* Por Ana Fontes

Em 2014, fui convidada para participar de um painel e conduzir um workshop no Fórum Mundial de Direitos Humanos na cidade de Marrakesh no Marrocos. Fiquei muito feliz e honrada, porque além de poder transmitir meu conhecimento internacionalmente, ainda teria a possibilidade de assistir Malala palestrando ao vivo, pois ela também falaria nesse Fórum.

O evento foi incrível, e me permitiu conhecer mulheres maravilhosas num país com muitas dificuldades de liberdade. Porém, por um conflito de agenda, não consegui vê-la palestrar ou falar com ela, nossos caminhos não se cruzaram.

Durante algum tempo, eu e minha equipe alimentamos o sonho de trazer a Malala para o Brasil para falar no maior evento que promovemos na Rede Mulher Empreendedora, o Fórum Empreendedoras. No entanto, infelizmente, não conseguimos viabilizar sua vinda em função da grande complexidade do esquema de segurança necessário para trazer uma pessoa como ela, dado as circunstâncias do atentado que ela sofreu.

Neste ano, eu soube que a Malala estaria no Brasil trazida pelo Itaú/Fundação Itaú Social. Meu coração disparou com a notícia e na hora já pensei: “preciso estar neste evento”. Uma das demandas de Malala, foi a presença de jovens e instituições de apoio na plateia, e felizmente, o trabalho que fazemos na RME é bastante reconhecido e fui uma das convidadas para estar na plateia especial, que estaria no palco, podendo ainda levar minha filha adolescente.

A ansiedade foi enorme até a data! No dia, chegamos horas antes e encontramos um enorme e organizado esquema de segurança. Finalmente chegou a hora de nos posicionarmos no palco e a emoção tomou conta. Malala estava lá, uma jovem de 21 anos, que com tanta grandeza e generosidade tornou-se referência no incentivo ao acesso à educação. Fomos orientados a não nos aproximar por questões de segurança, mas ficamos logo atrás dela e o tempo inteiro sentindo a energia, a luz e o carinho que emanavam dela.

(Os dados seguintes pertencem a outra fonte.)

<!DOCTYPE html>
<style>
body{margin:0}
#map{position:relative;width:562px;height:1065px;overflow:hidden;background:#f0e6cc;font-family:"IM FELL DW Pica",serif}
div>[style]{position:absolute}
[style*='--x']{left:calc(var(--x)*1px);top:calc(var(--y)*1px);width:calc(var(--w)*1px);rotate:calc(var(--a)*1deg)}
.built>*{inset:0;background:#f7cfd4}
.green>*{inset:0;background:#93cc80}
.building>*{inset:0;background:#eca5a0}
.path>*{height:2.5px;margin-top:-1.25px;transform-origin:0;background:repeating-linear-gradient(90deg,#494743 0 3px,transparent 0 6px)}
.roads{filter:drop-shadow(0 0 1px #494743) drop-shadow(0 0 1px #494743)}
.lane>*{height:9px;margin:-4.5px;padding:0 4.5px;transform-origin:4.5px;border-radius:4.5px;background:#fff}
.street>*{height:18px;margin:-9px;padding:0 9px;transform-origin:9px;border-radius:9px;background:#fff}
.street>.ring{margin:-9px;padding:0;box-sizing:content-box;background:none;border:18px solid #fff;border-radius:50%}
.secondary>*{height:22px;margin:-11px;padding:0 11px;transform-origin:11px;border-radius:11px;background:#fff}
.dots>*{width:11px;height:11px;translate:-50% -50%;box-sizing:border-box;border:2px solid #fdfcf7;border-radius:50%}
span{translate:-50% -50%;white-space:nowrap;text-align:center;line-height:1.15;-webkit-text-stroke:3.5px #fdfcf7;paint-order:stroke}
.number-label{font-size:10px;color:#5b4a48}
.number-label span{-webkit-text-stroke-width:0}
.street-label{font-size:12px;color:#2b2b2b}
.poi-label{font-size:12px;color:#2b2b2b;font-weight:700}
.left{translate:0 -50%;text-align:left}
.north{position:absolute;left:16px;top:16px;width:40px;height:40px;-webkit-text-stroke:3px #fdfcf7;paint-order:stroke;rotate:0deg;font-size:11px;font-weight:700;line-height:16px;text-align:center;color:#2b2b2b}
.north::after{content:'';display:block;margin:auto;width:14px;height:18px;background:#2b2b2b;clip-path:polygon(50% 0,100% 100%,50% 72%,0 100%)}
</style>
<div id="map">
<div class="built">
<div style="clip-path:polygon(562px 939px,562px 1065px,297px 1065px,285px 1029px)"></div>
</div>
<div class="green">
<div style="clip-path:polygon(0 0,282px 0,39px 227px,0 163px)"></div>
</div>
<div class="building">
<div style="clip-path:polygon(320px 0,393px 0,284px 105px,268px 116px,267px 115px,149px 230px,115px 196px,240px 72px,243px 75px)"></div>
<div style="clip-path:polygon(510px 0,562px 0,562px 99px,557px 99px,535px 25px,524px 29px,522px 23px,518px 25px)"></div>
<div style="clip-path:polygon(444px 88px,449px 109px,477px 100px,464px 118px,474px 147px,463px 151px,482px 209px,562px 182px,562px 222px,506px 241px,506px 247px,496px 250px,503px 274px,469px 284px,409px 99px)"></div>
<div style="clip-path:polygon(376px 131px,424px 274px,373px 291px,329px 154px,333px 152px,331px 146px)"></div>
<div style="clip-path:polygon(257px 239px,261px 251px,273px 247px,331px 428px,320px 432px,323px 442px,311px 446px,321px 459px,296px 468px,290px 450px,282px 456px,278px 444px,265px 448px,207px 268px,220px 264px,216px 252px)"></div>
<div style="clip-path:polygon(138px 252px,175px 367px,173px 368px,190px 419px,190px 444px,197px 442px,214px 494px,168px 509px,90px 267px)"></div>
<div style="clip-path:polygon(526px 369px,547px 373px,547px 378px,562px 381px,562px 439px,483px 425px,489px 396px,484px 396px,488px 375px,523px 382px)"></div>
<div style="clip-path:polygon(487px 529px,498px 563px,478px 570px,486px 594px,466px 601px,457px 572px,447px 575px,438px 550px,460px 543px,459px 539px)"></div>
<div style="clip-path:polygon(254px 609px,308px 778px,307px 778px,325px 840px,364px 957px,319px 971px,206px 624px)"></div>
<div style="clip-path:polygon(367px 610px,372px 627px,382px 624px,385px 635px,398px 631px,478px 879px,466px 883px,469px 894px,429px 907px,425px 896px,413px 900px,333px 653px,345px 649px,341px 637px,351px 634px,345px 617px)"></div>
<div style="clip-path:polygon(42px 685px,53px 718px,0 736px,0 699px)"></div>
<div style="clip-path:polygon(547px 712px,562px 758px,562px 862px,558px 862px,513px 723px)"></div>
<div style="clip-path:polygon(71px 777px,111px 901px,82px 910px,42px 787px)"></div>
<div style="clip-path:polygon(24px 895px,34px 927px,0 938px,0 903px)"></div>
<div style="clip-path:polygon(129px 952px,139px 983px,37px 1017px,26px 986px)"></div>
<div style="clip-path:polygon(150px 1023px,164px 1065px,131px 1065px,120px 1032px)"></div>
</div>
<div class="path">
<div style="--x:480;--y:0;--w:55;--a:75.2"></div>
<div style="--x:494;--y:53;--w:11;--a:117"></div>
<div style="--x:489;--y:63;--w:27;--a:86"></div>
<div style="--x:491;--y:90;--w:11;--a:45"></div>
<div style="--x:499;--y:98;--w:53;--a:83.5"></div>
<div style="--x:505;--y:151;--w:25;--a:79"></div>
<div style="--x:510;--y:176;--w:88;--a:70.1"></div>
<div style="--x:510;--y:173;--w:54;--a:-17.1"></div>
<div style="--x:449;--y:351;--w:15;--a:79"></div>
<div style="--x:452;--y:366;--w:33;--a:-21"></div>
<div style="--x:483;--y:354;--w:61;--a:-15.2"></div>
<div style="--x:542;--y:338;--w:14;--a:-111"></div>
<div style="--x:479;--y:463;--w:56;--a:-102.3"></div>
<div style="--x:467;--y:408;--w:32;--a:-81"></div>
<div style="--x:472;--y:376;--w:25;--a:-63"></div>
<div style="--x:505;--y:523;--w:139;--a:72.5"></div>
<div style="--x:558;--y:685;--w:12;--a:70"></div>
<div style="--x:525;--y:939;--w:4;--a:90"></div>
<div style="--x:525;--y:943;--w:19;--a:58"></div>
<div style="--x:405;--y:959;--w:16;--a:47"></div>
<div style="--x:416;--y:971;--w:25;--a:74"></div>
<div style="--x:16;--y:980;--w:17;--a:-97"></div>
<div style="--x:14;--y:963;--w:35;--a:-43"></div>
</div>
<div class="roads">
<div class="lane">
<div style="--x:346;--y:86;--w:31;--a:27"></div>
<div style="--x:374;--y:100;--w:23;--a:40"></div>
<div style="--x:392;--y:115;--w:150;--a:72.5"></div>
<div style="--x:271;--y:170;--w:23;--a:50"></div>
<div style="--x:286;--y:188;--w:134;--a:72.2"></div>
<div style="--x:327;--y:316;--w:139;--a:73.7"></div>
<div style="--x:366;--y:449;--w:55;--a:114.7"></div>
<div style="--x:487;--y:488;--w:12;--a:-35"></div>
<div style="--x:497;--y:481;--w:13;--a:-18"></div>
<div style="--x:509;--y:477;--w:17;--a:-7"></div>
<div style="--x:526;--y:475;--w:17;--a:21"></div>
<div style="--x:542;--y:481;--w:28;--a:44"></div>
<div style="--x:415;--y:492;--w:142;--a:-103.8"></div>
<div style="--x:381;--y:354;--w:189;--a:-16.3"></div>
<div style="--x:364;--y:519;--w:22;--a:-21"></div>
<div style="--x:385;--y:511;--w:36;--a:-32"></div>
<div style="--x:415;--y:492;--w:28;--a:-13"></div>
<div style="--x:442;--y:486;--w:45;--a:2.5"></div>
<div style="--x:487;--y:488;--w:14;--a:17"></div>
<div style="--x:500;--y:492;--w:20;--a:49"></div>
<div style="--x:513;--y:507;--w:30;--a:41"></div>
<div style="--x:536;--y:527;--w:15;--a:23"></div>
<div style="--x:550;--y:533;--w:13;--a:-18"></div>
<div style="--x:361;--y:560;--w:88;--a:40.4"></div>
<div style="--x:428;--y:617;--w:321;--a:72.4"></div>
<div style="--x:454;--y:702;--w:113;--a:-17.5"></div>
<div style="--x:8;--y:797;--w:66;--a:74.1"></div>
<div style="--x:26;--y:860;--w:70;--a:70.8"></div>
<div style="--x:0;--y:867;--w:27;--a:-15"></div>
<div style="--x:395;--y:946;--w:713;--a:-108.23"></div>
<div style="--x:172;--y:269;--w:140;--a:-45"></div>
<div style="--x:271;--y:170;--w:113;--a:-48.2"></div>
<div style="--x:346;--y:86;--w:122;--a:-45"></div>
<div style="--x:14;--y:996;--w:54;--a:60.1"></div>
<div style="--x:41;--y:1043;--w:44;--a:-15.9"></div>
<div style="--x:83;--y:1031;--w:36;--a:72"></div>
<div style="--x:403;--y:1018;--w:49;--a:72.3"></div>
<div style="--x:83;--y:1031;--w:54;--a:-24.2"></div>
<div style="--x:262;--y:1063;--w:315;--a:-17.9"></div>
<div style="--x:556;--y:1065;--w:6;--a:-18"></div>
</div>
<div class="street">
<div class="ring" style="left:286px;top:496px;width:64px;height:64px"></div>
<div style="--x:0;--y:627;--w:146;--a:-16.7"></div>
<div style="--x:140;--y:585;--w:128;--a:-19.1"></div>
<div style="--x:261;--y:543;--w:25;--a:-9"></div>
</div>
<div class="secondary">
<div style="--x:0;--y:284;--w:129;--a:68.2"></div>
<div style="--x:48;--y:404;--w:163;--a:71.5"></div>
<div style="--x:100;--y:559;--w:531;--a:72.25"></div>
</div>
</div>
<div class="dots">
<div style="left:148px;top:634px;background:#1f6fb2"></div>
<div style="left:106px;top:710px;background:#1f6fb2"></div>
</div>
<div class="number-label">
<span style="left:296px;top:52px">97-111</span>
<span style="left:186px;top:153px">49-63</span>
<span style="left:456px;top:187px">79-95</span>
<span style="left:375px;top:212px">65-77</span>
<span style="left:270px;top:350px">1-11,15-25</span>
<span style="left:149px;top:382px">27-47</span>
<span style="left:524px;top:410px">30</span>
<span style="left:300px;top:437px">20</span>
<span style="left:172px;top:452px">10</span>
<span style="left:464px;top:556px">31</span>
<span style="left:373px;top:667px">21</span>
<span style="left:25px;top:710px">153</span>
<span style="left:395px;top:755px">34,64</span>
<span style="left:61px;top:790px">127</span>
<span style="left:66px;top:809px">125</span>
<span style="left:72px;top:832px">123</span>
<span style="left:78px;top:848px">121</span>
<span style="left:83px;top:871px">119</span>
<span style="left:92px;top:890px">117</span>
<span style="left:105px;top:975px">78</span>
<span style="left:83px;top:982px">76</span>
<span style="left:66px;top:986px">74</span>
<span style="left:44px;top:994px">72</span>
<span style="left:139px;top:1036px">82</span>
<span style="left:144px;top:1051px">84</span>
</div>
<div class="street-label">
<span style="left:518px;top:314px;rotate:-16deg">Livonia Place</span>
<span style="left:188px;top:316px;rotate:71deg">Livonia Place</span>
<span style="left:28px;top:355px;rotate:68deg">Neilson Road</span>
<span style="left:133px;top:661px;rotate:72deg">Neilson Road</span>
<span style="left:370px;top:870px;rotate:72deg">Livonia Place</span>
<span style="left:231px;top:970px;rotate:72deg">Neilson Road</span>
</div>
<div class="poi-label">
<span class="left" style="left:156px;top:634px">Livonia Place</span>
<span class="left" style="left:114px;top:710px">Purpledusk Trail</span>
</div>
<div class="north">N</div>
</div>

A fala dela não poderia ser diferente. Um professor, um caderno, uma criança e podemos mudar o mundo. Ela destacou que não sente raiva, mas sim vontade de ajudar cada vez mais crianças e meninas pelo mundo. As falas mais tocantes incluíram uma pergunta sobre vingança, a qual ela responde que: “a melhor vingança é educar todas as crianças do mundo”; outra sobre como lidar com a raiva de ser ativista, que foi rebatida com: “precisamos de ajuda, precisamos nos unir e focar nossa energia no que é necessário e não na raiva”; e ainda quando questionada sobre como lidar com a situação política do Brasil, ela responde: “vocês precisam assumir o país com seus problemas e trabalhar em conjunto para transformá-lo”. Foram ainda expostas metas ambiciosas, que eu adorei, sobre educação e mudar a realidade do mundo. Malala foi muito espirituosa, contando detalhes de sua vida.

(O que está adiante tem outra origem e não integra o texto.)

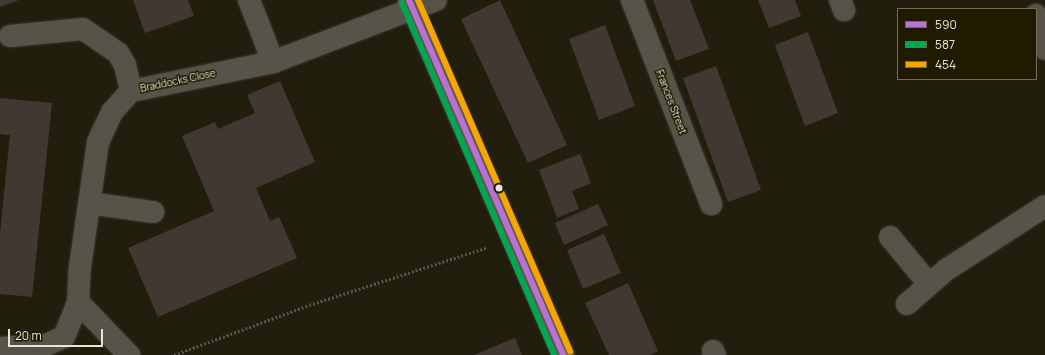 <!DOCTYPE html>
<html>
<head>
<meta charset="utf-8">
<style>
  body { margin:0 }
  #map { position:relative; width:1045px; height:355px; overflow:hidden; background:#221e0e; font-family:Manrope,sans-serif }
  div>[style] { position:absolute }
  .building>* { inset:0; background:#413931 }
  .path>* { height:2.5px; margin-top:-1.25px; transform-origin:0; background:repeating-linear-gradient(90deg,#58564b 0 2px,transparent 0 4px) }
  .roads { filter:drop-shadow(0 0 1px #3c392f) drop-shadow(0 0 1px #3c392f) }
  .minor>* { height:22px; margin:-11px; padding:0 11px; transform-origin:11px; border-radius:11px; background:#565348 }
  .highway>* { height:22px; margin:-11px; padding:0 11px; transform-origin:11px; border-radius:11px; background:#67554c }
  .bus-1>* { height:6px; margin:-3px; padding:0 3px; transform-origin:3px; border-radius:3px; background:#b673d3 }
  .bus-2>* { height:6px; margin:-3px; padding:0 3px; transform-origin:3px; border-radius:3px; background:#00a651 }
  .bus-3>* { height:6px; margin:-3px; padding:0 3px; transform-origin:3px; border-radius:3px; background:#f7a600 }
  .dots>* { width:11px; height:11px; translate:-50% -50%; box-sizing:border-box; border:2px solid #201a00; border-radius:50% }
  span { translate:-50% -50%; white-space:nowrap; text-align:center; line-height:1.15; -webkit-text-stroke:3px #201a00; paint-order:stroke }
  .street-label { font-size:10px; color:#e9e6d5 }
  .legend { position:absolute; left:897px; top:8px; width:140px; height:72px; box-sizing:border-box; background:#201a00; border:1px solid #706c55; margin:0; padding:5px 7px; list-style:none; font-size:12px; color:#e9e6d5 }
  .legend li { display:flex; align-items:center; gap:8px; height:20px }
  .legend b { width:20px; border:1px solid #706c55 }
  .scale { position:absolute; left:8px; top:329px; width:95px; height:18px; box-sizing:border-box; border:2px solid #e9e6d5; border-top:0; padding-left:5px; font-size:12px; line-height:14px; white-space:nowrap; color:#e9e6d5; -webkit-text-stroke:3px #201a00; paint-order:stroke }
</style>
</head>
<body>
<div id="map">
  <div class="building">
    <div style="clip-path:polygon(0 0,19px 0,0 7px)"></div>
    <div style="clip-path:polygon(133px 0,188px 0,194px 16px,145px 33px)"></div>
    <div style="clip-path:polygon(500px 0,567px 145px,528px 163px,461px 19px)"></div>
    <div style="clip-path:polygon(653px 0,690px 0,709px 49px,676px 61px)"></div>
    <div style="clip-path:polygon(758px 0,795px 0,801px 16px,769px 28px)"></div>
    <div style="clip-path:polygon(605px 25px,635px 106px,599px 120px,569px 39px)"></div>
    <div style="clip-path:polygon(808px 32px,838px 113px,805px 126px,775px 45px)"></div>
    <div style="clip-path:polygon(716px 66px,761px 190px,728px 202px,683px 78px)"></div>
    <div style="clip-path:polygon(280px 81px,315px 162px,256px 188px,270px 221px,279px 217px,297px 258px,158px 317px,128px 248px,214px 211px,182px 136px,215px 122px,218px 129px,255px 113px,247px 95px)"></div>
    <div style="clip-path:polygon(0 98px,52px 103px,32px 297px,0 294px,0 233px,10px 135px,0 134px)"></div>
    <div style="clip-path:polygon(580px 154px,591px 183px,572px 191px,579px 209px,557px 218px,539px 170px)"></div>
    <div style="clip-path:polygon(598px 204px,608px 225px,564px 245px,555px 223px)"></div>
    <div style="clip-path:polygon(604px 234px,621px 273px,583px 289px,567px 250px)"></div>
    <div style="clip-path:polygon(628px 283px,658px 351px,650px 355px,609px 355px,585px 303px)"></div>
    <div style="clip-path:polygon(515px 338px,522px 355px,474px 355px)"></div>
  </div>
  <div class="path">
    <div style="left:174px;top:355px;width:144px;rotate:-20.3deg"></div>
    <div style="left:309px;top:305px;width:186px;rotate:-17.9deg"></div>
  </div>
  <div class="roads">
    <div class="minor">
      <div style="left:249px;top:0;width:66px;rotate:68.8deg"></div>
      <div style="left:632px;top:0;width:219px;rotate:68.8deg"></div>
      <div style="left:840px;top:0;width:11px;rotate:68deg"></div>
      <div style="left:1036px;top:15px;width:35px;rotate:75deg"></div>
      <div style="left:10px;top:36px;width:73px;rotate:-5.5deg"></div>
      <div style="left:83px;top:29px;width:42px;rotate:34.4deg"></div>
      <div style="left:118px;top:53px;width:14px;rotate:60deg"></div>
      <div style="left:125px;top:65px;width:27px;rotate:77deg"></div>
      <div style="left:89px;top:203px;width:65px;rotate:8deg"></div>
      <div style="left:890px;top:237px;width:61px;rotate:50.3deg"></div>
      <div style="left:78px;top:302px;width:74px;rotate:46.1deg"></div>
      <div style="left:907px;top:304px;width:52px;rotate:-41.1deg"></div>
      <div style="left:946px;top:270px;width:118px;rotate:-32.9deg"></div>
      <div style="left:0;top:348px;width:46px;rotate:-3.7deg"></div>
      <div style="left:46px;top:345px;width:20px;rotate:-24deg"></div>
      <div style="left:64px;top:337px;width:38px;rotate:-68deg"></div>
      <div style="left:78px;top:302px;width:35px;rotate:-87deg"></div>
      <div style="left:80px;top:267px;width:126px;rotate:-81.8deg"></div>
      <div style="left:98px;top:142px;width:33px;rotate:-65deg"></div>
      <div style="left:112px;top:112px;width:28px;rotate:-48deg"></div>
      <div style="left:131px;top:91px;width:145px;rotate:-11.5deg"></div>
      <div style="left:273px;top:62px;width:174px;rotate:-20.8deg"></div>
      <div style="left:713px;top:351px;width:4px;rotate:63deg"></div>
    </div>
    <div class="highway">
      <div style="left:409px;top:0;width:387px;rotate:66.5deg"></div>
    </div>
  </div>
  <div class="bus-1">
    <div style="left:409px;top:0;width:387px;rotate:66.5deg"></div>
  </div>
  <div class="bus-2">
    <div style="left:402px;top:3px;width:383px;rotate:66.6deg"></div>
  </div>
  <div class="bus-3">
    <div style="left:418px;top:0;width:383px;rotate:66.6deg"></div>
  </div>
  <div class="dots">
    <div style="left:499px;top:188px;background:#e9e6d5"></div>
  </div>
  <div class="street-label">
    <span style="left:178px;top:81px;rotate:-12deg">Braddocks Close</span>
    <span style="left:671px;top:102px;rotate:69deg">Frances Street</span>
  </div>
  <ul class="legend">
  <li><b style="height:5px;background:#b673d3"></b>590</li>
  <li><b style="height:5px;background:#00a651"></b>587</li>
  <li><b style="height:5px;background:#f7a600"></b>454</li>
  </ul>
  <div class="scale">20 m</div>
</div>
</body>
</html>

Agradeço muito ao Itaú por este presente que foi estar com a Malala. Ganhei também outros presentes maravilhosos: o nosso pequeno grupo convidado e conduzido pela Dany Carvalho (Itaú /Cubo), Iana (Programaria), Renata (Troposlab), Viviane Duarte (Plano feminino), Débora (Força Meninas), Kamila Camilo (Fablabs), Ciranda (She’s Tech); a fala da Ana Lúcia Vilela (que trouxe a Malala), da maravilhosa Conceição Evaristo, da potência jovem, Tabata Amaral, e da queridíssima Tia Dag, todas sendo maravilhosamente conduzidas pela jornalista Adriana Carranca.

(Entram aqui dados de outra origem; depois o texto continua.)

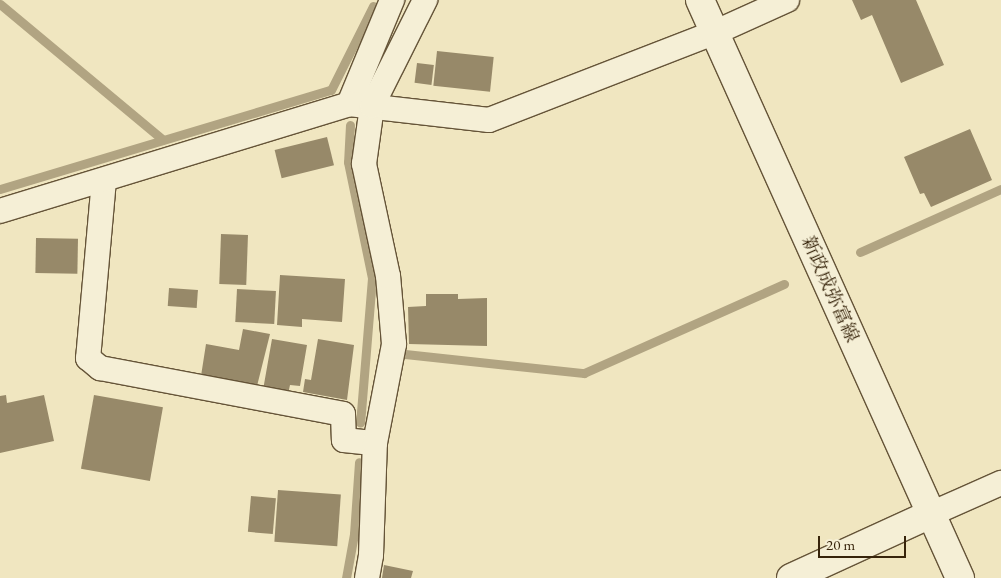 <!DOCTYPE html>
<html>
<head>
<meta charset="utf-8">
<style>
	body { margin:0 }
	#map { position:relative; width:1001px; height:578px; overflow:hidden; background:#f0e6c0; font-family:"EB Garamond","Noto Serif JP",serif }
	div>[style] { position:absolute }
	[style*='--x'] { left:calc(var(--x)*1px); top:calc(var(--y)*1px); width:calc(var(--w)*1px); rotate:calc(var(--a)*1deg) }
	.stream>* { height:9px; margin:-4.5px; padding:0 4.5px; transform-origin:4.5px; border-radius:4.5px; background:#b1a482 }
	.building>* { inset:0; background:#978969; transform-origin:0 0 }
	.roads { filter:drop-shadow(1px 0 #655438) drop-shadow(-1px 0 #655438) drop-shadow(0 1px #655438) drop-shadow(0 -1px #655438) }
	.minor>* { height:24px; margin:-12px; padding:0 12px; transform-origin:12px; border-radius:12px; background:#f5efd6 }
	.tertiary>* { height:28px; margin:-14px; padding:0 14px; transform-origin:14px; border-radius:14px; background:#f5efd6 }
	.secondary>* { height:28px; margin:-14px; padding:0 14px; transform-origin:14px; border-radius:14px; background:#f5efd6 }
	span { translate:-50% -50%; white-space:nowrap; text-align:center; line-height:1.15; -webkit-text-stroke:4px #f5efd6; paint-order:stroke }
	.street-label { font-size:19px; color:#37240b }
	.scale { position:absolute; left:818px; top:536px; width:88px; height:22px; box-sizing:border-box; border:2px solid #37240b; border-top:0; padding-left:6px; font-size:15px; line-height:18px; white-space:nowrap; color:#37240b; -webkit-text-stroke:4px #f5efd6; paint-order:stroke }
</style>
</head>
<body>
<div id="map">
	<div class="stream">
		<i style="--x:0;--y:4;--w:212;--a:39.8"></i>
		<i style="--x:350;--y:125;--w:37;--a:93"></i>
		<i style="--x:348;--y:162;--w:118;--a:78.3"></i>
		<i style="--x:372;--y:278;--w:145;--a:94.7"></i>
		<i style="--x:0;--y:189;--w:345;--a:-16.7"></i>
		<i style="--x:331;--y:90;--w:94;--a:-63.4"></i>
		<i style="--x:860;--y:252;--w:154;--a:-24.1"></i>
		<i style="--x:405;--y:354;--w:180;--a:6.1"></i>
		<i style="--x:584;--y:373;--w:219;--a:-24"></i>
		<i style="--x:346;--y:578;--w:45;--a:-79.7"></i>
		<i style="--x:354;--y:534;--w:72;--a:-86"></i>
	</div>
	<div class="building">
		<i style="clip-path:polygon(852px 0,916px 0,944px 65px,901px 83px,872px 15px,861px 20px)"></i>
		<i style="left:437px;top:51px;width:57px;height:35px;rotate:6deg"></i>
		<i style="left:417px;top:63px;width:17px;height:20px;rotate:7deg"></i>
		<i style="clip-path:polygon(970px 129px,992px 180px,931px 207px,924px 193px,920px 194px,904px 157px)"></i>
		<i style="left:327px;top:137px;width:29px;height:54px;rotate:76deg"></i>
		<i style="left:221px;top:234px;width:27px;height:50px;rotate:2deg"></i>
		<i style="left:36px;top:238px;width:42px;height:35px;rotate:1deg"></i>
		<i style="clip-path:polygon(280px 275px,345px 279px,342px 322px,302px 319px,302px 327px,277px 325px)"></i>
		<i style="left:169px;top:288px;width:29px;height:18px;rotate:4deg"></i>
		<i style="left:237px;top:289px;width:39px;height:33px;rotate:3deg"></i>
		<i style="clip-path:polygon(426px 294px,458px 294px,458px 299px,487px 298px,487px 346px,409px 344px,408px 307px,426px 306px)"></i>
		<i style="clip-path:polygon(243px 329px,270px 334px,257px 386px,201px 376px,206px 344px,239px 350px)"></i>
		<i style="clip-path:polygon(272px 339px,307px 345px,300px 386px,290px 385px,288px 394px,263px 390px)"></i>
		<i style="clip-path:polygon(318px 339px,354px 345px,347px 400px,303px 392px,305px 379px,311px 380px)"></i>
		<i style="clip-path:polygon(6px 395px,7px 403px,44px 395px,54px 441px,0 453px,0 396px)"></i>
		<i style="left:94px;top:395px;width:70px;height:75px;rotate:10deg"></i>
		<i style="left:278px;top:490px;width:63px;height:52px;rotate:4deg"></i>
		<i style="left:251px;top:496px;width:25px;height:36px;rotate:5deg"></i>
		<i style="clip-path:polygon(384px 565px,413px 571px,411px 578px,382px 578px)"></i>
	</div>
	<div class="roads">
		<div class="minor">
			<i style="--x:349;--y:104;--w:113;--a:-67.5"></i>
			<i style="--x:104;--y:180;--w:179;--a:95.1"></i>
			<i style="--x:88;--y:358;--w:16;--a:40"></i>
			<i style="--x:100;--y:368;--w:247;--a:10.7"></i>
			<i style="--x:343;--y:414;--w:26;--a:88"></i>
			<i style="--x:344;--y:440;--w:31;--a:6"></i>
			<i style="--x:0;--y:211;--w:365;--a:-17"></i>
			<i style="--x:349;--y:104;--w:141;--a:6.5"></i>
			<i style="--x:489;--y:120;--w:243;--a:-21.2"></i>
			<i style="--x:716;--y:32;--w:78;--a:-24.3"></i>
			<i style="--x:931;--y:514;--w:77;--a:-23.9"></i>
			<i style="--x:367;--y:578;--w:23;--a:-80"></i>
			<i style="--x:371;--y:555;--w:112;--a:-88"></i>
			<i style="--x:375;--y:443;--w:101;--a:-79.1"></i>
			<i style="--x:394;--y:344;--w:68;--a:-95"></i>
			<i style="--x:388;--y:276;--w:115;--a:-102.1"></i>
			<i style="--x:364;--y:164;--w:59;--a:-82.1"></i>
			<i style="--x:372;--y:106;--w:119;--a:-63.4"></i>
		</div>
		<div class="tertiary">
			<i style="--x:791;--y:578;--w:154;--a:-24.6"></i>
		</div>
		<div class="secondary">
			<i style="--x:700;--y:0;--w:634;--a:65.78"></i>
		</div>
	</div>
	<div class="street-label">
		<span style="left:830px;top:289px;rotate:66deg">新政成弥富線</span>
	</div>
	<div class="scale">20 m</div>
</div>
</body>
</html>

Mas eu guardei a melhor parte para o final do texto. No encerramento do evento, Malala volta-se para a plateia e diante do choro emocionado de Kamila Camilo vem a nosso encontro, abraçando a Kamila, eu e minha filha. Vocês conseguem imaginar como meu coração ficou? Tão quentinho, tão iluminado, e ficarei assim por muito tempo, iluminada por toda a energia da Malala.